» **MATERIAL PROVIDED**
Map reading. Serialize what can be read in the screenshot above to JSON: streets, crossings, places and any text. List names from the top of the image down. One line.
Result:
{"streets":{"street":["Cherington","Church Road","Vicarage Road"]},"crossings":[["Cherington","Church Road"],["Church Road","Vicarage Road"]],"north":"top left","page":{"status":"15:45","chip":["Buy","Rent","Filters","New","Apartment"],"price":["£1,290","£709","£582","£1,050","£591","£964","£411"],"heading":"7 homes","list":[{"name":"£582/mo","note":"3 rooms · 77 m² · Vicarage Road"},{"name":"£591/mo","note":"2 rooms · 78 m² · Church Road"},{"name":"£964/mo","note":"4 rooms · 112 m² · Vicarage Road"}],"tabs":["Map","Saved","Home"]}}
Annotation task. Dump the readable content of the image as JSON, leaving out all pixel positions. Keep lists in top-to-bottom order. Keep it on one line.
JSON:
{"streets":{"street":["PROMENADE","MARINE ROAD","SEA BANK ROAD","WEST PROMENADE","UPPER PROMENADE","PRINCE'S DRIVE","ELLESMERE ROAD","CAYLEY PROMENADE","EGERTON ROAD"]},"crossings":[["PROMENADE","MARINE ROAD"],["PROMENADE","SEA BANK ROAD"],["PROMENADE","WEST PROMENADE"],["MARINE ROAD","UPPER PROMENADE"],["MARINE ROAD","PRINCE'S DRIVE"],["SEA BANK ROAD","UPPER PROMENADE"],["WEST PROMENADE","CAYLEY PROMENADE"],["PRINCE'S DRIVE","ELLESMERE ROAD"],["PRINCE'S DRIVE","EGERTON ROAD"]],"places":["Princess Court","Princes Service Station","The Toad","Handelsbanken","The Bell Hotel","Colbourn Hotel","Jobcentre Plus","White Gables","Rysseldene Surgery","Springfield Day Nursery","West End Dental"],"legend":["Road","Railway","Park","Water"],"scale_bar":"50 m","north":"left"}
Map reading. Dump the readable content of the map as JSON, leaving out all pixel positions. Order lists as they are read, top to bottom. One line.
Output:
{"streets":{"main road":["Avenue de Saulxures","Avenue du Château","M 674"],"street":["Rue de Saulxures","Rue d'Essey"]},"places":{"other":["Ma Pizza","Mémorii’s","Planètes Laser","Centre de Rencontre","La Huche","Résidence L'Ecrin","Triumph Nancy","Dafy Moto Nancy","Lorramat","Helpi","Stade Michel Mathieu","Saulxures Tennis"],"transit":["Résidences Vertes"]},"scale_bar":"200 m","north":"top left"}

» **THE PROBLEM**
Please copy only the lines between the first line of the entries and the line with "Annotation task. Dump", keeping those two end lines as well, exactly as written.

» **RESPONSE**
Map reading. Serialize what can be read in the screenshot above to JSON: streets, crossings, places and any text. List names from the top of the image down. One line.
Result:
{"streets":{"street":["Cherington","Church Road","Vicarage Road"]},"crossings":[["Cherington","Church Road"],["Church Road","Vicarage Road"]],"north":"top left","page":{"status":"15:45","chip":["Buy","Rent","Filters","New","Apartment"],"price":["£1,290","£709","£582","£1,050","£591","£964","£411"],"heading":"7 homes","list":[{"name":"£582/mo","note":"3 rooms · 77 m² · Vicarage Road"},{"name":"£591/mo","note":"2 rooms · 78 m² · Church Road"},{"name":"£964/mo","note":"4 rooms · 112 m² · Vicarage Road"}],"tabs":["Map","Saved","Home"]}}
Annotation task. Dump the readable content of the image as JSON, leaving out all pixel positions. Keep lists in top-to-bottom order. Keep it on one line.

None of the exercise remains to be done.